Our vision was relatively simple: create an outdoor space where we could relax and/or play with the kids. We had already torn out the sod on the sunny south side of the house and planted a garden. For the shady north side of the house we wanted space to entertain, space to play, and we also wanted to create some separation from the unoccupied neighboring property.

Before I continue, I should clarify that I have a habit of saying “we” when “I” is really a lot more accurate. “We,” my wife and I, used to do these projects together but ever since she first got pregnant the “we”s have turned into “I”s. Take note expecting dads…

So at the start of the project there was this mature lilac bush that we wanted to keep, the problem was it was in the wrong spot. Now, keep in mind that I would not recommend doing this to anyone, but it is possible. I didn’t know if the bush would survive but thought it was worth trying so we, I mean I, dug the thing up and moved it about six feet so it was centered outside our bay window. Backbreaking work, but it was worth it as the lilac is now the center piece of the patio garden. This photo shows the lilac in its new location as well as the french drain installed along the drip edge of the house.

With no gutters on the house there is a considerable amount of water that falls along the edge of the concrete walkway, so we wanted the new patio to protect the foundation by shedding water away from the house, but we also wanted to keep that water in our yard to benefit our landscaping. A permeable sand-set patio with a french drain and an area drain seemed like it would work but we weren’t 100% sure.

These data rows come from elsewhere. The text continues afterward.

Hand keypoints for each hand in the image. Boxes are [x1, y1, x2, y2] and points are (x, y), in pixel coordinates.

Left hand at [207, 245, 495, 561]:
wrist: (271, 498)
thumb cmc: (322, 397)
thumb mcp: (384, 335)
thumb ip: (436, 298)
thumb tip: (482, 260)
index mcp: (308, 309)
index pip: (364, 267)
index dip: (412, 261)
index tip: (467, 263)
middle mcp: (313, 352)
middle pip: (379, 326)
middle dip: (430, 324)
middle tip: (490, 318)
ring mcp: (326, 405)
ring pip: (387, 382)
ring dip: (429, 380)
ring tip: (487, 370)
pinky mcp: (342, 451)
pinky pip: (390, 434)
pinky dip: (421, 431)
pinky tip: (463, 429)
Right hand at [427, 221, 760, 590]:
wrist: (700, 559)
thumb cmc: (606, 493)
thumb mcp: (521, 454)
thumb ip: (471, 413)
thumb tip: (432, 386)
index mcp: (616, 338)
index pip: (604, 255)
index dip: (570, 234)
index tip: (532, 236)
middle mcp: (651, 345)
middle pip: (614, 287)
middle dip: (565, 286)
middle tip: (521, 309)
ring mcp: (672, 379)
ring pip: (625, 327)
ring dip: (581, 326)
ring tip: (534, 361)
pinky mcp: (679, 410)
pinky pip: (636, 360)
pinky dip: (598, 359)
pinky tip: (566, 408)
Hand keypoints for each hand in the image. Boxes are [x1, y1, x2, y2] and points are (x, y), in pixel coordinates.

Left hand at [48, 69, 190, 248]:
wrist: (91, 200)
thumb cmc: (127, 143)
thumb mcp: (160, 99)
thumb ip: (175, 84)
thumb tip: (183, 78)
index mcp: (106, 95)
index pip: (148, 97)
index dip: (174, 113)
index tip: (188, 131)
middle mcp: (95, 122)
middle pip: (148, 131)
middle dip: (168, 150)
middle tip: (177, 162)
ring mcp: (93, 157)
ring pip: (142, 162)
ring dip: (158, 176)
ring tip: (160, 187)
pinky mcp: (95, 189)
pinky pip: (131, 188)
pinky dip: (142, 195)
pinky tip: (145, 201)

Below is a picture with most of the patio set. To the right of my son’s foot is the area drain (connected to the french drain it discharges in the lawn out front) and to the right of that is the sand box. We reused brick found on our property to “warm up” the square concrete pavers from the box store.

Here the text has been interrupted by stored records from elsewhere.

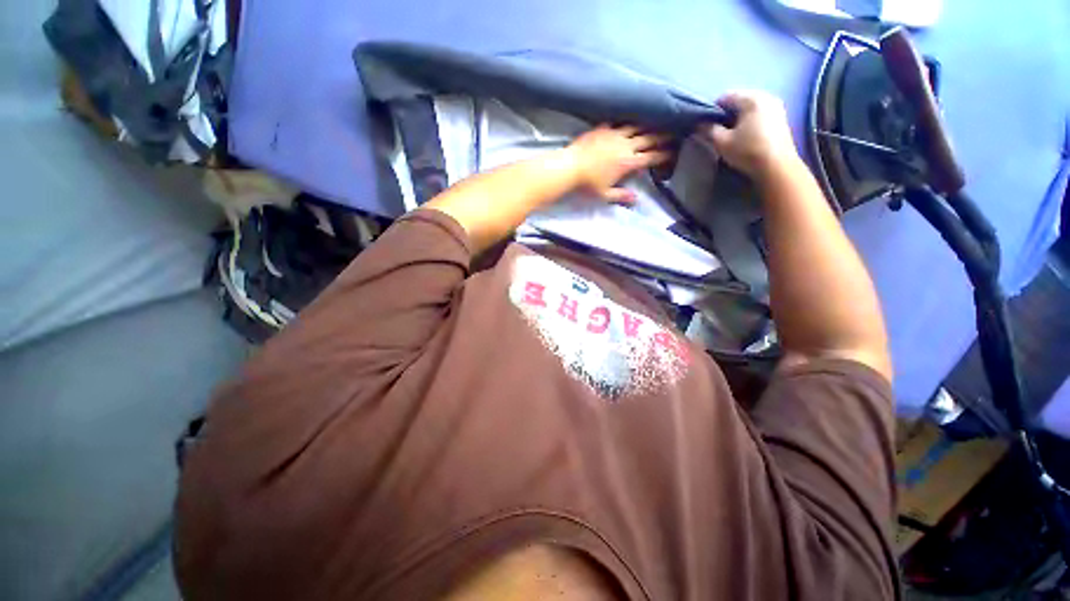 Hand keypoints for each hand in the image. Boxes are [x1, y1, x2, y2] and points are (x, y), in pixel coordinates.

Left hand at [565, 125, 670, 202]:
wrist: (570, 166)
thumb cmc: (587, 184)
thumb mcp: (605, 195)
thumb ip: (621, 196)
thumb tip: (636, 200)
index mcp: (627, 163)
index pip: (651, 157)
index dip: (664, 154)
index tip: (673, 152)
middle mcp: (625, 145)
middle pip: (648, 138)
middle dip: (662, 136)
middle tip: (673, 133)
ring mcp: (614, 134)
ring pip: (636, 127)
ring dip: (647, 126)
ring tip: (655, 123)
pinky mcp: (602, 128)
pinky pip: (618, 123)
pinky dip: (626, 122)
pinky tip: (628, 121)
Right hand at [703, 91, 799, 178]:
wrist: (777, 167)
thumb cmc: (748, 151)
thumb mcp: (722, 142)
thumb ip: (708, 130)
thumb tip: (699, 124)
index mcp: (751, 98)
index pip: (725, 97)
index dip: (712, 111)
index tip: (707, 126)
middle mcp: (766, 96)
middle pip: (739, 101)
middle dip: (726, 115)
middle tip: (718, 132)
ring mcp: (776, 106)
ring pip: (749, 108)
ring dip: (738, 119)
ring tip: (731, 136)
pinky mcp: (781, 118)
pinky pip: (759, 114)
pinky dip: (750, 122)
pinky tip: (746, 137)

The side door of our house functions as our backdoor so this area sees more traffic than the front porch. In a tray in front of the lilac bush are hundreds of clumps of moss that we (I) painstakingly saved from the sod tear out.

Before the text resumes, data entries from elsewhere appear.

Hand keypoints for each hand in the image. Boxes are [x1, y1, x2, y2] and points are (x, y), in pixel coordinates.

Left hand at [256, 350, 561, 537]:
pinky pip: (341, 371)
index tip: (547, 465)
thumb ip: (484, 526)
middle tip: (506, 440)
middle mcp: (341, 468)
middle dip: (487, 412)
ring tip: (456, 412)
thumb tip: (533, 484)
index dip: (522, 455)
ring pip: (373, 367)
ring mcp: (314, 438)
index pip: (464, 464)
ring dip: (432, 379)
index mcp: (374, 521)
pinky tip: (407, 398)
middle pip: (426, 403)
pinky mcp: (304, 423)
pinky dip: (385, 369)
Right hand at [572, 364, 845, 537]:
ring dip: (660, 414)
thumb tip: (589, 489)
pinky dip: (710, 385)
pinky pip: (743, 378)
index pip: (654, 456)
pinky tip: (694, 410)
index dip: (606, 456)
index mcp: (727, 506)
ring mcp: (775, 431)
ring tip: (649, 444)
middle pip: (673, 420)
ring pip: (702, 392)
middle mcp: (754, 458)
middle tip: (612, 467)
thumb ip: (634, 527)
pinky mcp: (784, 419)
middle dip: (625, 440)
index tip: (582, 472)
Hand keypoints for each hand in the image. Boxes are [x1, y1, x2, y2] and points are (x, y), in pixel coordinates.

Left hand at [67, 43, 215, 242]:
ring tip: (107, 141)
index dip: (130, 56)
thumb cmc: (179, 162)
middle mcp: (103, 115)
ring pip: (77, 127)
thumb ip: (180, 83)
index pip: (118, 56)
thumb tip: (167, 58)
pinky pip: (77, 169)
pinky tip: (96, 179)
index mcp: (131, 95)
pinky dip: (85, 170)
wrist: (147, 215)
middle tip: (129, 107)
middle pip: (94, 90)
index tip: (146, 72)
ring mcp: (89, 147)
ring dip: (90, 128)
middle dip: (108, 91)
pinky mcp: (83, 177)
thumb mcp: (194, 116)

It doesn’t really show in these pictures, but the moss is now growing in the garden and in the joints of the pavers, which makes it feel like the patio has been there a lot longer than it has.

For some strange reason I thought it would be a good idea if we (I) added a 1,750 lb. boulder to the garden. I still think it was a good idea. I just wish I had hired a crane to drop it in there.

We added the pergola the following summer using salvaged wood (a 16″ x 20″ x 20′-0″ beam was quartered to make the posts) and fence components (metal cross pieces and cables). The posts are mounted to tapered concrete piers and appear to float in space, giving the somewhat massive structure a bit of levity.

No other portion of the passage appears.